El viceprimer ministro Savéliev, encargado de la cartera de Transporte, detalló que los sistemas de respaldo funcionaron ‘gracias a la alta profesionalidad de nuestros controladores aéreos’ y minimizó las molestias a los pasajeros, asegurando que no se habían registrado quejas. Sin embargo, la comparecencia dejó entrever la magnitud del desafío: coordinar trece aeropuertos alternativos de forma manual durante horas expone a Rusia a disrupciones que van más allá del frente de batalla y que pueden repetirse si Ucrania mantiene la capacidad de precisión a larga distancia.

Equilibrio de Poder

El ataque a Rostov rompe varios tabúes tácitos. Hasta ahora, los drones ucranianos habían golpeado sobre todo refinerías, depósitos de combustible y bases aéreas, con un perfil militar o económico. Un centro de control de tráfico aéreo civil se sitúa en una categoría distinta: afecta directamente a la seguridad de la aviación comercial internacional, aunque por el momento el espacio aéreo ruso esté cerrado a la mayoría de las aerolíneas occidentales. La capacidad de Kiev para realizar un ataque con tres impactos precisos en menos de dos horas, a unos 60 kilómetros de la frontera —la distancia desde el Donbás—, sugiere un nivel de inteligencia y planificación que el mando ruso no logró anticipar.

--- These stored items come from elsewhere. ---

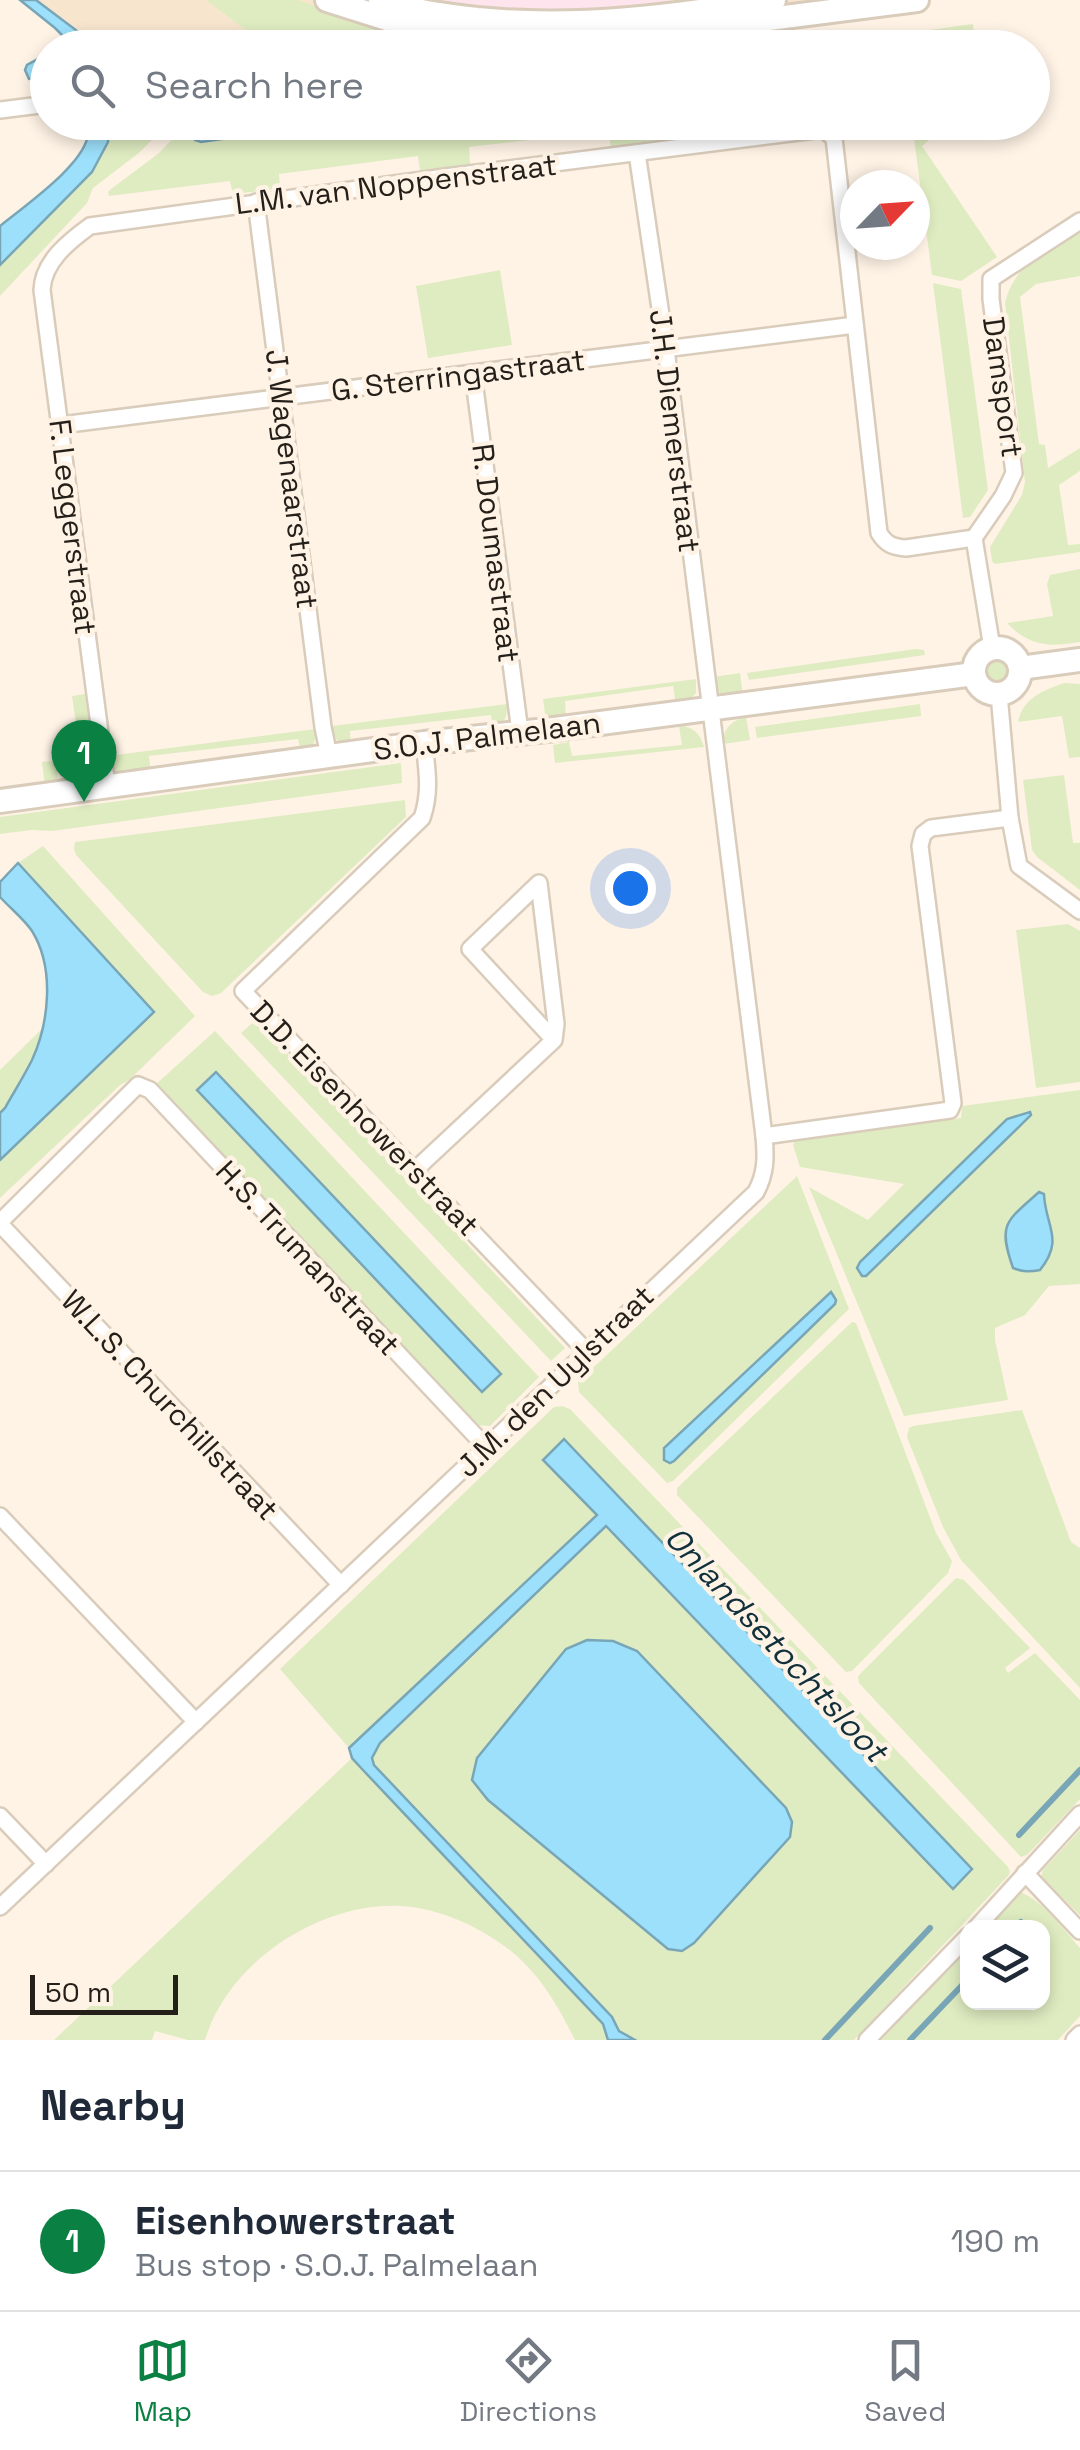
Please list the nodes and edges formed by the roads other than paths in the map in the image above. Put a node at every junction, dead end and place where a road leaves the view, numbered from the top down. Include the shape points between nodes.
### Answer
1 (327, 0) edge
2 (380, 0) edge
3 (774, 0) edge
4 (916, 0) edge
5 (857, 4) edge
6 (804, 7) edge
7 (422, 30) edge
8 (670, 30) edge
9 (30, 106) edge
10 (0, 110) edge
11 (734, 140) edge
12 (834, 140) edge
13 (637, 153) junction
14 (256, 202) junction
15 (1080, 221) edge
16 (45, 268) joint
17 (855, 326) junction
18 (666, 349) junction
19 (472, 374) junction
20 (281, 398) junction
21 (61, 426) junction
22 (974, 538) junction
23 (992, 648) junction
24 (1080, 660) edge
25 (1020, 668) junction
26 (974, 674) junction
27 (998, 694) junction
28 (711, 709) junction
29 (520, 732) junction
30 (424, 743) junction
31 (329, 756) junction
32 (106, 786) junction
33 (0, 801) edge
34 (1010, 818) junction
35 (1080, 911) edge
36 (554, 1040) junction
37 (764, 1136) junction
38 (415, 1170) junction
39 (0, 1223) edge
40 (587, 1352) junction
41 (486, 1448) junction
42 (0, 1516) edge
43 (341, 1585) junction
44 (196, 1722) junction
45 (1080, 1814) edge
46 (0, 1816) edge
47 (46, 1864) junction
48 (1024, 1873) junction
49 (0, 1907) edge
50 (983, 1920) edge
51 (1080, 1931) edge
52 (960, 1944) edge
53 (1080, 2034) edge
54 (867, 2040) edge
55 (1074, 2040) edge

1 - 7 street
2 - 3 street via 459,17 586,23
4 - 5 street
5 - 6 street
6 - 8 street
9 - 10 street
11 - 13 street, L.M. van Noppenstraat
12 - 17 street, L.M. van Noppenstraat
13 - 14 street, L.M. van Noppenstraat
13 - 18 street, J.H. Diemerstraat
14 - 16 street, L.M. van Noppenstraat via 90,226
14 - 20 street, J. Wagenaarstraat
15 - 22 street, Damsport via 991,278 1014,473
16 - 21 street, F. Leggerstraat via 42,290
17 - 18 street, G. Sterringastraat
17 - 22 street via 878,533 906,548
18 - 19 street, G. Sterringastraat
18 - 28 street, J.H. Diemerstraat
19 - 20 street, G. Sterringastraat
19 - 29 street, R. Doumastraat
20 - 21 street, G. Sterringastraat
20 - 31 street, J. Wagenaarstraat
21 - 32 street, F. Leggerstraat
22 - 23 street
23 - 25 street via 1010,652
23 - 26 street via 976,659
24 - 25 street
25 - 27 street via 1012,688
26 - 27 street via 982,689
26 - 28 street, S.O.J. Palmelaan
27 - 34 street
28 - 29 street, S.O.J. Palmelaan
28 - 37 street, J.M. den Uylstraat
29 - 30 street, S.O.J. Palmelaan
30 - 31 street, S.O.J. Palmelaan
30 - 38 street, D.D. Eisenhowerstraat via 429,783 422,818 242,991
31 - 32 street, S.O.J. Palmelaan
32 - 33 street, S.O.J. Palmelaan
34 - 35 street via 1019,866
34 - 37 street via 932,828 920,846 950,1110
36 - 36 street via 556,1024 539,883 470,949
36 - 38 street
37 - 40 street, J.M. den Uylstraat via 766,1162 756,1192
38 - 40 street, D.D. Eisenhowerstraat
39 - 41 street, H.S. Trumanstraat via 138,1085 150,1090
39 - 43 street, W.L.S. Churchillstraat
40 - 41 street, J.M. den Uylstraat
41 - 43 street, J.M. den Uylstraat
42 - 44 street
43 - 44 street, J.M. den Uylstraat
44 - 47 street, J.M. den Uylstraat
45 - 48 street
46 - 47 street
47 - 49 street, J.M. den Uylstraat
48 - 50 street
48 - 51 street
52 - 54 street
53 - 55 street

Para España y el flanco sur de la OTAN, la lección es incómoda pero instructiva. La protección de infraestructuras civiles frente a amenazas híbridas y misilísticas es una asignatura pendiente que la cumbre de la Alianza en La Haya debería abordar con urgencia. Las bases de Rota y Morón, nodos logísticos de primer orden, concentran activos que un adversario con voluntad y medios podría considerar objetivo. Aunque no existe una amenaza directa sobre territorio español, la escalada en el Báltico y el mar Negro incrementa la presión sobre los sistemas de defensa aérea europeos, incluido el futuro escudo antimisiles que España aspira a reforzar con la compra de nuevos sistemas Patriot.

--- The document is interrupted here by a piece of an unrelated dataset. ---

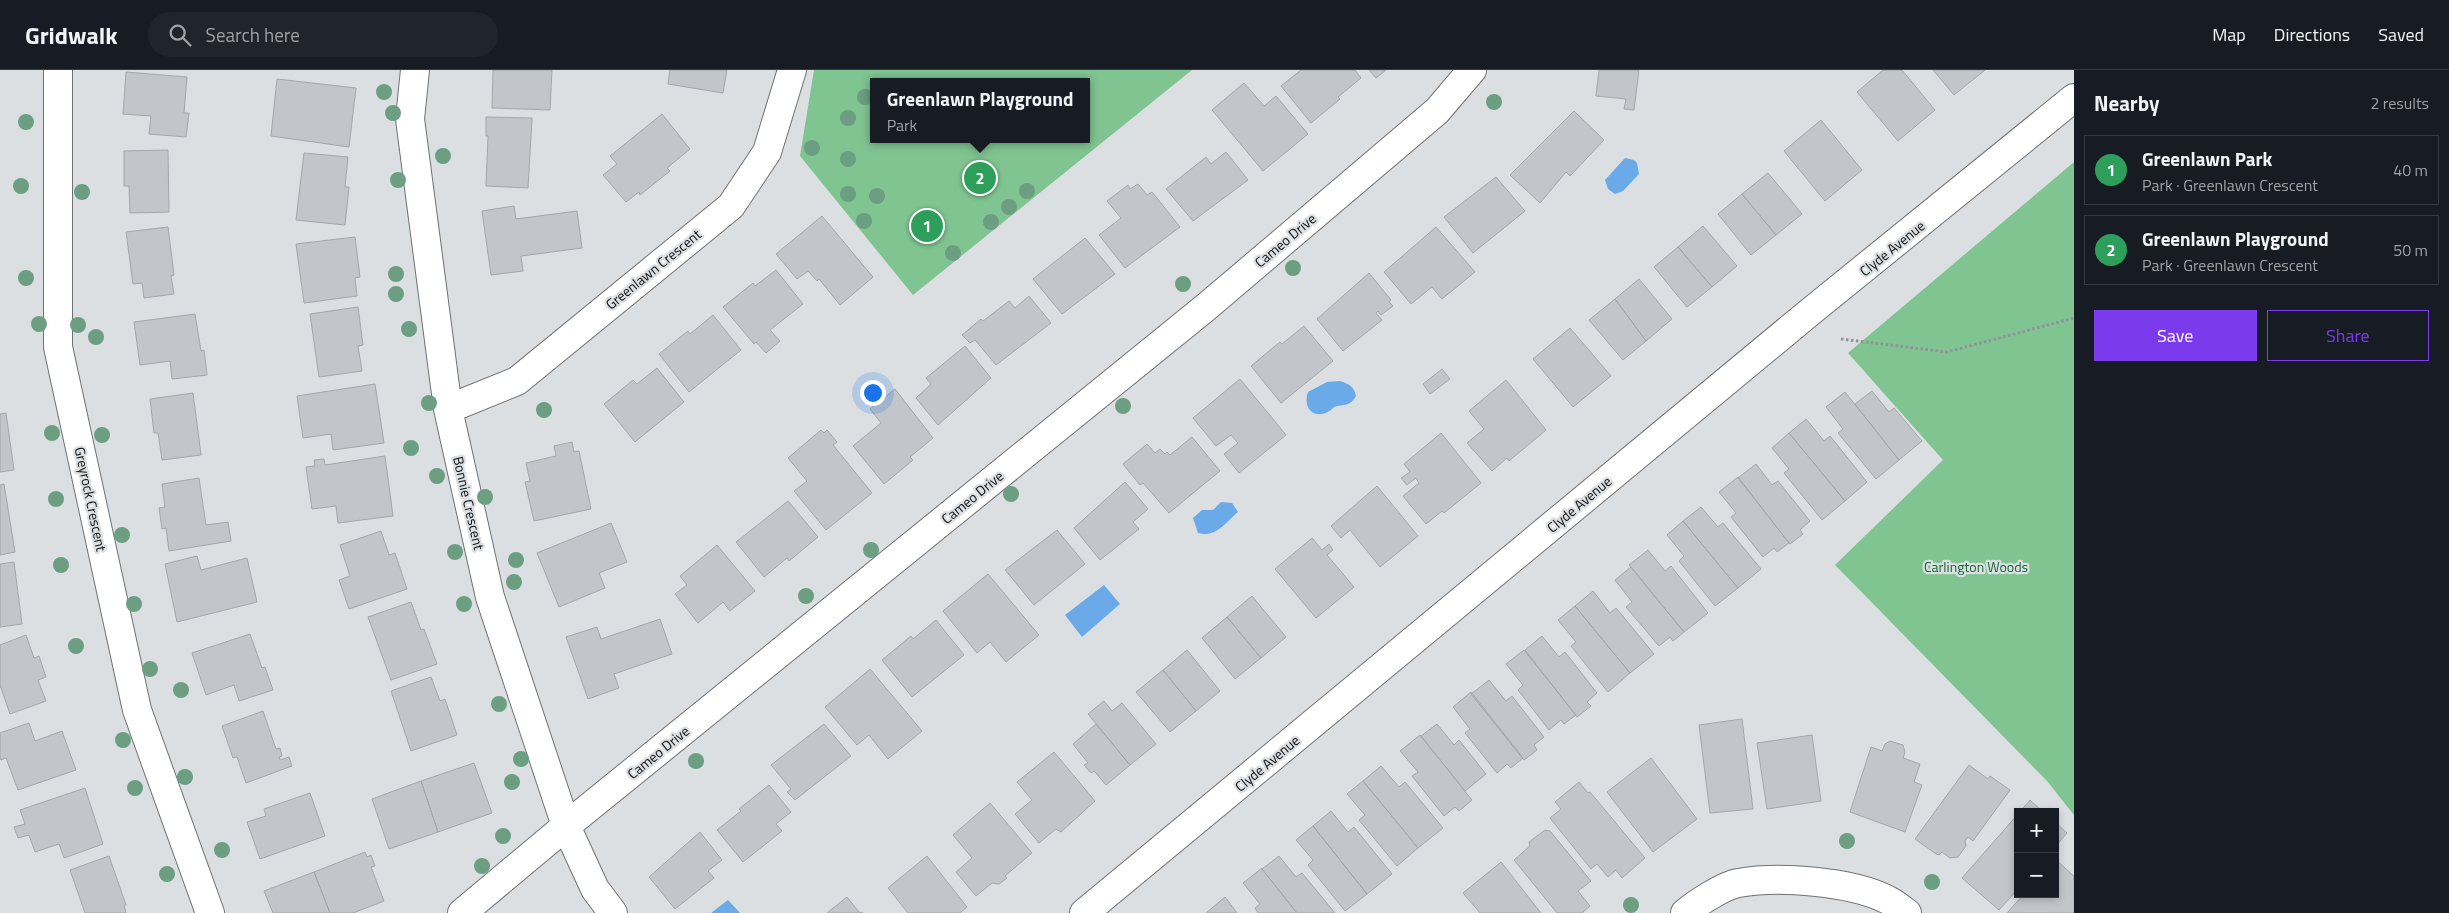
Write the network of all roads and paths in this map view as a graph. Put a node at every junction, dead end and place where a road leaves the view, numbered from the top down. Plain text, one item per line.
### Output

Moscú explotará el ataque para justificar un nuevo ciclo de represalias y, previsiblemente, para reclamar a sus aliados del Sur Global una condena que difícilmente obtendrá fuera de su círculo más cercano. A la vez, la narrativa de Putin —incidente terrorista, víctimas evitadas por el heroísmo de los profesionales rusos— suena a ensayo general para cualquier incidente mayor que involucre a la aviación civil. El precedente del vuelo MH17 en 2014 demuestra que los cielos en guerra son un polvorín que puede incendiar la diplomacia internacional en cuestión de horas. De momento, los aeropuertos reabren con cuentagotas, pero la sensación de invulnerabilidad del espacio aéreo ruso ha quedado seriamente dañada.